Thank you. Good morning, everyone, and welcome to Universal Display Corporation's 2025 annual meeting of shareholders. Thank you for joining our virtual meeting via webcast, and I hope that you have all been well. Today, we will conduct the formal business of the meeting as set forth in the company's Notice of Annual Meeting and Proxy Statement and Rules of Conduct, links to which are posted on the Annual Meeting website. It is our intention to conduct this meeting in accordance with these documents. Following that, I will do my best to answer questions from shareholders as appropriate and as time permits. In line with our continued efforts to streamline the annual meeting, we will not be including a company overview presentation this year. The meeting will focus solely on the formal business agenda. Now, I'd like to formally open the business portion of this meeting.
The polls for the items to be voted on in this meeting are open and will remain open until the end of the business portion of this meeting. Shareholders of record who have not already voted or who wish to change their votes may do so now by following the instructions on the Annual Meeting website. Please note that if you have already voted and do not wish to change your vote, you do not need to vote again here. The company has received an affidavit signed by a representative of Broadridge Financial Services, which is serving as Inspector of Elections and Proxy Tabulator, that Notice of this Meeting, along with related proxy and annual report materials, was mailed or made available beginning on April 24th, 2025, to shareholders of record as of the close of business on April 4th, 2025, our record date.
Based on the affidavit from Broadridge, this meeting is duly called with timely and proper notice. Based on the information provided by the Inspector of Elections, a quorum of shareholders is present in person or by proxy for the transaction of business at our meeting today. We are meeting today to vote on the proposals described in the company's proxy statement. The first item of business is the election of the 11 director nominees listed in the proxy statement, each to hold a one-year term. The nominees are Dr. Nigel Brown, Cynthia J. Comparin, Richard C. Elias, Elizabeth H. Gemmill, C. Keith Hartley, Celia M. Joseph, Lawrence Lacerte, Dr. Joan Lau, Sidney D. Rosenblatt, April Walker, and I, Steven V. Abramson, am the final nominee. Biographies for each of the nominees are included in the proxy statement, and the board recommends a vote for each of the 11 director nominees.
The second item of business is the advisory non-binding vote on the compensation of our named executive officers as described in the proxy statement. We refer to these votes as being advisory because results are not binding on the company. However, the company's board of directors and human capital committee intend to consider the results of this vote in making determinations in the future regarding executive compensation arrangements. The board recommends a vote for the compensation of our named executive officers as described in this proxy statement. The last item of business is the ratification of the company's audit committee's appointment of KPMG LLP to serve as the company's independent auditor for the year ending December 31, 2025. The board recommends a vote for this proposal. Should anyone wish to cast their vote, please do so now. We will now go into the question and answer session.
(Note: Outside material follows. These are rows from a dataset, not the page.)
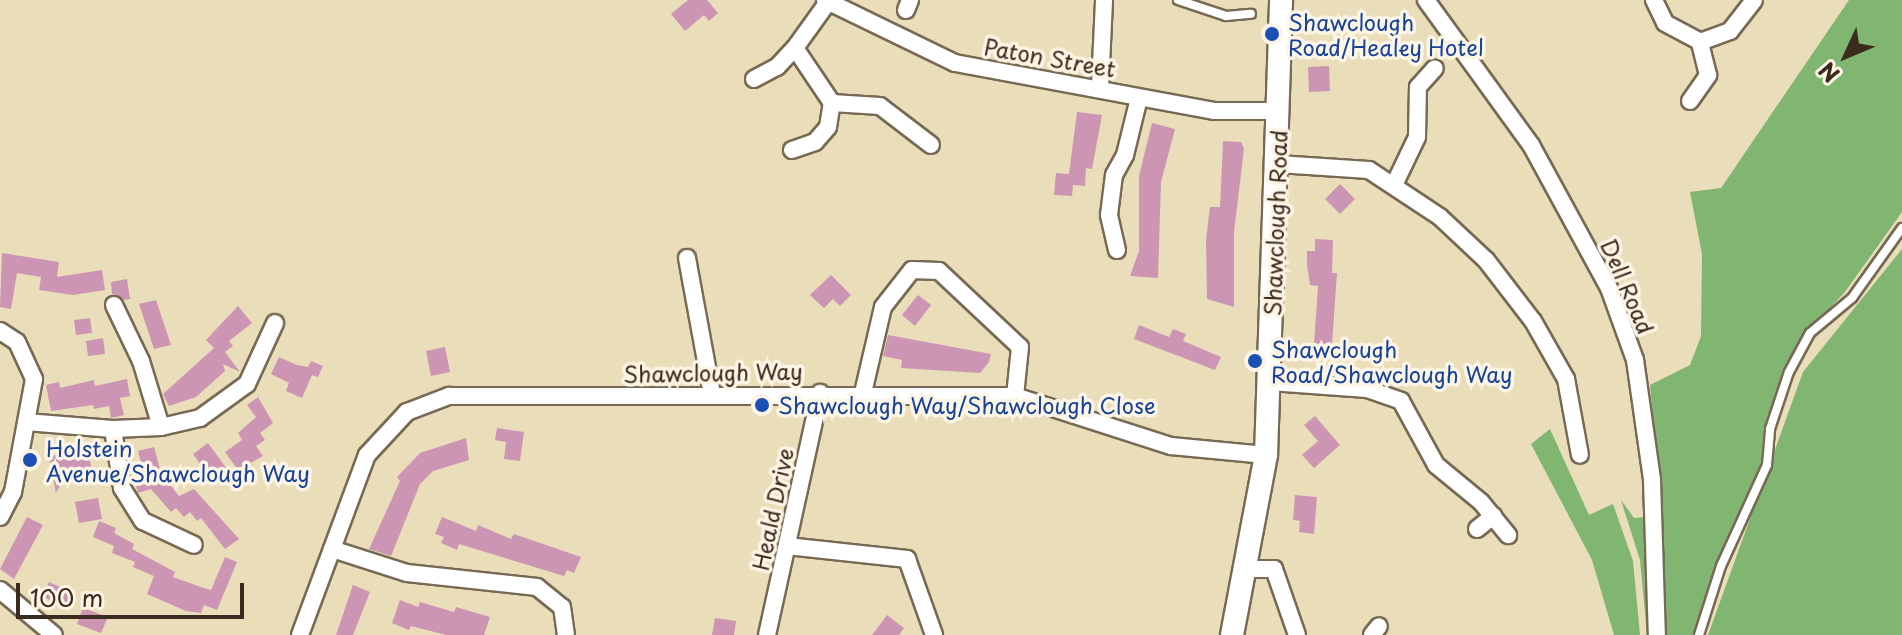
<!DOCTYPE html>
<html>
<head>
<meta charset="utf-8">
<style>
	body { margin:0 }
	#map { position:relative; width:1902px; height:635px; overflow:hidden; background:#eaddb9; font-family:"Playpen Sans",sans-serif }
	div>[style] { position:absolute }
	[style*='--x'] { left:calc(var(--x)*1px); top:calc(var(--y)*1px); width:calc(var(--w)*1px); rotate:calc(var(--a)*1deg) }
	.forest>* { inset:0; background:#81b672 }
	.building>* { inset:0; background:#cd95b4 }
	.roads { filter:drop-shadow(2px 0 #786954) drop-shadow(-2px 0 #786954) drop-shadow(0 2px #786954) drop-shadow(0 -2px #786954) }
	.lane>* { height:8px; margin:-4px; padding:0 4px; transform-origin:4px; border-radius:4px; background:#fff }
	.street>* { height:16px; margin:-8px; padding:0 8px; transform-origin:8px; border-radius:8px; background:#fff }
	.secondary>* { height:22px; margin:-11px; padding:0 11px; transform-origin:11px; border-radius:11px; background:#fff }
	.dots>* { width:22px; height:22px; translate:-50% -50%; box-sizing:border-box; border:4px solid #fcf5e5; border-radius:50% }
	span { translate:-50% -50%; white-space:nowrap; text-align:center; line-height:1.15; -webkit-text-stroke:7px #fcf5e5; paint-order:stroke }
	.transit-label { font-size:22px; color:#164399 }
	.left { translate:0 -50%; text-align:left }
	.street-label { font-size:22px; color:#3b2a1e }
	.north { position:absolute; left:1806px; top:16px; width:80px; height:80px; -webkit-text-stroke:6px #fcf5e5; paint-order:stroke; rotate:226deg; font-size:22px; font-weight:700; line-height:32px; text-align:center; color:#3b2a1e }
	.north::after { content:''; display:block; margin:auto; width:28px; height:36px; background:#3b2a1e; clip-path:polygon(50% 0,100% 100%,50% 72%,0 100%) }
	.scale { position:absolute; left:16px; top:583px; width:228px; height:36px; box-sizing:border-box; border:4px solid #3b2a1e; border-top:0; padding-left:10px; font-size:24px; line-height:28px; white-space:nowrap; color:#3b2a1e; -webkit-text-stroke:6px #fcf5e5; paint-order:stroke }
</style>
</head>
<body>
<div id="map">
	<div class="forest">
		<i style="clip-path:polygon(1849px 0,1902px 0,1902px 212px,1845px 292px,1813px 326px,1770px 421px,1762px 468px,1693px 635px,1665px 635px,1663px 523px,1650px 385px,1690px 365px,1701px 336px,1702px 254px,1690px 192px,1721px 188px)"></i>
		<i style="clip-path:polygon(1902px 249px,1902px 635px,1708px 635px,1803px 372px)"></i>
		<i style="clip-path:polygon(1550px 429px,1589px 515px,1613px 504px,1633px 561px,1640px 635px,1614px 635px,1592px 560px,1531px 444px)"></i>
		<i style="clip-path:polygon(1621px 500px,1634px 518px,1646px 517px,1651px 635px,1647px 635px,1640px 560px)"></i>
	</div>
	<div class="building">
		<i style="clip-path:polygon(688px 0,707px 0,718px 13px,709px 21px,704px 15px,685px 31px,671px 14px)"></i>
		<i style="clip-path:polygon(1329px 66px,1330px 91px,1309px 92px,1308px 67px)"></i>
		<i style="clip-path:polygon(1077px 112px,1102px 115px,1092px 169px,1086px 168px,1085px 186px,1073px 185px,1072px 196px,1054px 195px,1056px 173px,1069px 174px)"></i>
		<i style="clip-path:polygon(1152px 123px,1175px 129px,1161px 182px,1158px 278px,1130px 276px,1139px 251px,1139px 176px)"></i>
		<i style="clip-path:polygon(1223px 141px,1241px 142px,1244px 149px,1234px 232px,1234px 307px,1207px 299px,1206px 240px,1210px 207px,1220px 207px)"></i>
		<i style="clip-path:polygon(1340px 184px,1355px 199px,1340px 214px,1325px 199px)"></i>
		<i style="clip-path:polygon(1315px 239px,1333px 240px,1332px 273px,1337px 273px,1331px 359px,1313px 358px,1318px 286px,1310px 285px,1307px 265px,1307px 251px,1315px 251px)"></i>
		<i style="clip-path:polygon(2px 253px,59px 262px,57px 277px,102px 270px,105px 290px,73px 295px,39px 290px,41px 277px,17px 273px,11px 309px,0 307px)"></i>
		<i style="clip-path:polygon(831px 275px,851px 295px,840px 306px,833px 299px,824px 308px,810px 295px)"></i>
		<i style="clip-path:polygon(127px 279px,130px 299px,124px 300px,112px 294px,111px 282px)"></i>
		<i style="clip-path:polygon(918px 295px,931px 305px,915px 326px,902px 315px)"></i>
		<i style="clip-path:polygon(156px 300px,171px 345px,154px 349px,139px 304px)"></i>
		<i style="clip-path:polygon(238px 306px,252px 323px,229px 341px,233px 346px,225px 352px,240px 372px,223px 364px,225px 371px,196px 397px,169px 406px,163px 394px,214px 348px,206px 340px)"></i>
		<i style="clip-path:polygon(90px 318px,92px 333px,76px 335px,74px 320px)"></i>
		<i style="clip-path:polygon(1139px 325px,1169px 337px,1173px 329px,1186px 334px,1183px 341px,1221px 357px,1215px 370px,1134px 339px)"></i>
		<i style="clip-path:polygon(888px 335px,991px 354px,989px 362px,980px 373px,901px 368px,902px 360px,883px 356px)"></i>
		<i style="clip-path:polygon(103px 338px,105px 354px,88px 356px,86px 341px)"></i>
		<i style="clip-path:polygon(445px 347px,450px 372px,431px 376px,426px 351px)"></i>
		<i style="clip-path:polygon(279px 357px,297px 365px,308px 367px,311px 361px,323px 366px,318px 377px,312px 375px,302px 398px,286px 391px,289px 383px,271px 374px)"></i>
		<i style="clip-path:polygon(127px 379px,130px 396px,120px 398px,124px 415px,111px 418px,109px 406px,94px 409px,93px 405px,51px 411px,46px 385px,59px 382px,60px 388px,94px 380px,95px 386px)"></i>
		<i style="clip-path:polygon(258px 397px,273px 423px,260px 433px,265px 440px,256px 446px,263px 456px,238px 470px,225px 452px,242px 440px,238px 433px,256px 417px,247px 405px)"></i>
		<i style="clip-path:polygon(1315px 416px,1340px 445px,1314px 468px,1302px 455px,1318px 441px,1304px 425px)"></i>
		<i style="clip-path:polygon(497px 428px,524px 432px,520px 461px,504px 459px,506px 442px,495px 440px)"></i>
		<i style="clip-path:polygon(466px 438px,469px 460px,433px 471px,420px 484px,391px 556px,369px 549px,400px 481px,397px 477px,420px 453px)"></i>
		<i style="clip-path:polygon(208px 443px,230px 473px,205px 471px,193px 454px)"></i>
		<i style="clip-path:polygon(154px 447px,161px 473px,179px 496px,194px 489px,239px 539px,225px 549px,201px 518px,197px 521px,190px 512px,184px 517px,176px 508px,171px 512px,151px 489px,138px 493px,131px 466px,141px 463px,138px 451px)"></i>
		<i style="clip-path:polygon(77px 451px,88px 452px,92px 470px,66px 475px,56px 493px,49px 456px)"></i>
		<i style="clip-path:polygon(1295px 495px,1317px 497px,1314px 534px,1299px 532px,1300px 521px,1293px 520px)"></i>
		<i style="clip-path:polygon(98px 498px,102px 519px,79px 523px,75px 502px)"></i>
		<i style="clip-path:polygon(27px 517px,43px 525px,14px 579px,0 569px)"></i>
		<i style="clip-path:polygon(442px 517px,476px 531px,478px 525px,511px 539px,514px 534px,581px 557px,574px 573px,567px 570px,564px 576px,459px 544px,457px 550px,441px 543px,444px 537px,435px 534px)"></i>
		<i style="clip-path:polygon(99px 521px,116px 528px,114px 533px,134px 544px,132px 549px,175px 572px,173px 577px,201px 587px,211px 590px,225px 557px,237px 562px,217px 610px,204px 605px,201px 613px,186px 611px,147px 594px,154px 576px,133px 567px,135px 562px,112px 553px,114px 546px,93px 537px)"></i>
		<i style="clip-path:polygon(49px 582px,74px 593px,68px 608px,43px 597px)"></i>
		<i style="clip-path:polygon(353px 585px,370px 592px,353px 635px,336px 635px)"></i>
		<i style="clip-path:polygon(400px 600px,418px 607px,420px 602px,454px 612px,456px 607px,490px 617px,484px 635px,446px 635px,411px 626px,409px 630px,392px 623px)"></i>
		<i style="clip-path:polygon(83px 608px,108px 617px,101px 633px,77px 624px)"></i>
		<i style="clip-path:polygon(887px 615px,904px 628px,899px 635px,872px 635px)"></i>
		<i style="clip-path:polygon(715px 618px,736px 621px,734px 635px,712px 635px)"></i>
	</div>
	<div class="roads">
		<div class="lane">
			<i style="--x:1178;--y:0;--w:51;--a:18.4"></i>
			<i style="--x:1226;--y:16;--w:25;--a:-5"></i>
			<i style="--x:1699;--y:635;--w:72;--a:-72.3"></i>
			<i style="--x:1721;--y:566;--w:111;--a:-65.5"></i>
			<i style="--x:1767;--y:465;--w:36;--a:-85"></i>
			<i style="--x:1770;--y:429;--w:60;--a:-71.6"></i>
			<i style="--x:1789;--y:372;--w:44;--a:-61.7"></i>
			<i style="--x:1810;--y:333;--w:55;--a:-39.8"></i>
			<i style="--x:1852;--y:298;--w:86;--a:-54.5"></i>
		</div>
		<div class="street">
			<i style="--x:825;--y:0;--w:144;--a:25.9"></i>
			<i style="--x:955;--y:63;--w:263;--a:10.5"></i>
			<i style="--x:1214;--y:111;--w:65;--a:0"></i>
			<i style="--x:1426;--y:0;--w:179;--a:54.1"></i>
			<i style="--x:1531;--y:145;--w:163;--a:61.4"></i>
			<i style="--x:1609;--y:288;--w:77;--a:70.1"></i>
			<i style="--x:1635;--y:360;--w:121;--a:81.9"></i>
			<i style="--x:1652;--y:480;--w:155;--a:88.2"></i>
			<i style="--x:1654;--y:0;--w:25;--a:64"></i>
			<i style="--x:1665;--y:23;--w:40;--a:28"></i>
			<i style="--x:828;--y:2;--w:57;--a:125.7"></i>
			<i style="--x:795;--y:48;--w:66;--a:56.1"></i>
			<i style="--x:832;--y:103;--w:48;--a:3.6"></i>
			<i style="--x:880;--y:106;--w:64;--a:37.4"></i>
			<i style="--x:906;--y:10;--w:11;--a:-68"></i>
			<i style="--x:1700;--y:42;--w:32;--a:-20"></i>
			<i style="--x:1730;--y:31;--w:39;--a:-52"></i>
			<i style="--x:754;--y:79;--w:26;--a:-28"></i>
			<i style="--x:777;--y:67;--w:26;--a:-47"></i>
			<i style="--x:1100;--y:86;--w:86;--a:-87.3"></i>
			<i style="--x:1690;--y:101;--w:32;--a:-55"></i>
			<i style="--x:1708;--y:75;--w:34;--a:-104"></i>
			<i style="--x:792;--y:150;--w:24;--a:-19"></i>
			<i style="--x:815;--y:142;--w:20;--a:-49"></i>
			<i style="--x:828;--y:127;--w:24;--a:-81"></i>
			<i style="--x:1278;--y:164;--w:91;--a:3.8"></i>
			<i style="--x:1369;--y:170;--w:85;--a:33.5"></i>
			<i style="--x:1440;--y:217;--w:63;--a:43.1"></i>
			<i style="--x:1486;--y:260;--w:77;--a:52.4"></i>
			<i style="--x:1533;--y:321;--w:67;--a:60.4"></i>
			<i style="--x:1566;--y:379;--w:77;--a:79.6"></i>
			<i style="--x:1395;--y:183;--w:51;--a:-64.4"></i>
			<i style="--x:1417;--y:137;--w:50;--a:-88.9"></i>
			<i style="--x:1418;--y:87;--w:25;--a:-48"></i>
			<i style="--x:1117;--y:250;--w:36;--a:-103"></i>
			<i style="--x:1109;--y:215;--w:40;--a:-82.9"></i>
			<i style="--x:1114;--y:175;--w:23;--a:-61"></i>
			<i style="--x:1125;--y:155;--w:59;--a:-76.2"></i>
			<i style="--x:687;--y:258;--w:138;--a:79.6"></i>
			<i style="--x:114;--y:305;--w:62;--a:64.3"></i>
			<i style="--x:141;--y:361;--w:69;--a:73.1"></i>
			<i style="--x:0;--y:331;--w:20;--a:33"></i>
			<i style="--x:17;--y:342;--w:41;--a:65.3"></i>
			<i style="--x:34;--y:379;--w:115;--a:100.5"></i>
			<i style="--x:13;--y:492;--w:28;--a:117"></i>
			<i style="--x:1270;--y:382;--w:97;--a:4.1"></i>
			<i style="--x:1367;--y:389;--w:36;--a:19"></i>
			<i style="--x:1401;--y:401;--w:73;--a:61.3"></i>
			<i style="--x:1436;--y:465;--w:58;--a:39.4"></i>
			<i style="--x:1481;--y:502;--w:43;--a:50.7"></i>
			<i style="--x:863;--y:393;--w:88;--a:-76.9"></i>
			<i style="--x:883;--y:307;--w:47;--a:-51.9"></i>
			<i style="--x:912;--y:270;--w:27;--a:2"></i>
			<i style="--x:939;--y:271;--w:111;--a:43.2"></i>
			<i style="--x:1020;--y:347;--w:49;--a:95.8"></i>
			<i style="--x:26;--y:422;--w:87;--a:4.6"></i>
			<i style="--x:113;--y:429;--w:48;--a:-2.4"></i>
			<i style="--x:161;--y:427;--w:40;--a:-13"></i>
			<i style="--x:200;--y:418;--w:58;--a:-35.9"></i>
			<i style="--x:247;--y:384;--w:67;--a:-65.3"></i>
			<i style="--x:113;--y:429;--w:60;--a:81.3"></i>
			<i style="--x:122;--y:488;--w:39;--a:58"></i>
			<i style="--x:143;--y:521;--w:56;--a:25.2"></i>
			<i style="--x:1477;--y:529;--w:21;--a:-39"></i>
			<i style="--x:787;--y:546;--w:121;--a:6.2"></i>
			<i style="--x:907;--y:559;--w:81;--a:70.4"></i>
			<i style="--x:332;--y:549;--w:79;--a:17.7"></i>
			<i style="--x:407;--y:573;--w:131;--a:6.1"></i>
			<i style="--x:537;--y:587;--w:32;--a:39"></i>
			<i style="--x:562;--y:607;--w:28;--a:82"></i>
			<i style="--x:1247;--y:569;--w:27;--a:0"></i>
			<i style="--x:1274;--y:569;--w:70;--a:70.8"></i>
			<i style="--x:0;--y:590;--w:70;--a:39.8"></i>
			<i style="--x:300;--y:635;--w:192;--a:-69.6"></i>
			<i style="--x:367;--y:455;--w:59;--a:-47.1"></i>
			<i style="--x:407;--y:412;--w:45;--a:-20.9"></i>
			<i style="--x:449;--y:396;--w:566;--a:0"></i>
			<i style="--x:1015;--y:396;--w:164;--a:17.8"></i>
			<i style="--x:1171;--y:446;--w:95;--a:5.4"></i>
			<i style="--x:767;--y:635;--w:248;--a:-77.6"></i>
			<i style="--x:1372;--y:635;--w:11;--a:-52"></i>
		</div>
		<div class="secondary">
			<i style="--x:1232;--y:635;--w:183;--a:-79.3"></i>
			<i style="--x:1266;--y:455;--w:455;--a:-88.1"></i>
		</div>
	</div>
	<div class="dots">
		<i style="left:1272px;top:34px;background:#1a4fb4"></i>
		<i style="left:1255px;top:361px;background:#1a4fb4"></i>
		<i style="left:762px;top:405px;background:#1a4fb4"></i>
		<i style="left:30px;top:460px;background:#1a4fb4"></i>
	</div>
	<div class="transit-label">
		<span class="left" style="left:1288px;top:34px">Shawclough<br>Road/Healey Hotel</span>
		<span class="left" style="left:1271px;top:361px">Shawclough<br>Road/Shawclough Way</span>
		<span class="left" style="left:778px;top:405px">Shawclough Way/Shawclough Close</span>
		<span class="left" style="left:46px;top:460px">Holstein<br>Avenue/Shawclough Way</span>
	</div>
	<div class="street-label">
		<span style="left:1050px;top:57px;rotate:10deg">Paton Street</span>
		<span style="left:1275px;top:223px;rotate:-88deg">Shawclough Road</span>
		<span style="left:1628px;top:286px;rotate:67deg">Dell Road</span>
		<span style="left:713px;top:372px;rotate:-1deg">Shawclough Way</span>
		<span style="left:772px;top:509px;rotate:-78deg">Heald Drive</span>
	</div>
	<div class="north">N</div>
	<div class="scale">100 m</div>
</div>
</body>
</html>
We will take shareholders' questions that have been submitted during the meeting on the Annual Meeting website, and we will try to answer as many questions as time allows. Out of consideration for others, we ask that you please limit yourself to one question and note that only questions that are appropriate to the business of the meeting will be answered. Okay. There are no questions for me to respond to. Since there is no other business to come before the meeting, the polls are now closed. I have the preliminary report from the Inspector of Elections on the voting results, and I am pleased to report that each of the proposals voted on today has been approved by the requisite vote. The Inspector of Elections will provide a final certified report of the votes following the meeting.
That report will become part of the record of this meeting and is not expected to affect the outcome of the voting I announced today. We will report the detailed voting results of today's meetings on a Form 8-K filed with the Securities and Exchange Commission in the coming days. That concludes the formal portion of the meeting, and I now declare our 2025 shareholders' meeting formally adjourned. Thank you all for joining us today. If you have any follow-up questions, please feel free to reach out to investorrelations@oled.com. I want to thank all the company's directors, executives, and partners for joining us. I would also like to thank our shareholders for your attendance at today's meeting and for your continued support of Universal Display Corporation.
This concludes the 2025 annual meeting of shareholders for Universal Display Corporation. Thank you for participating. You may now disconnect.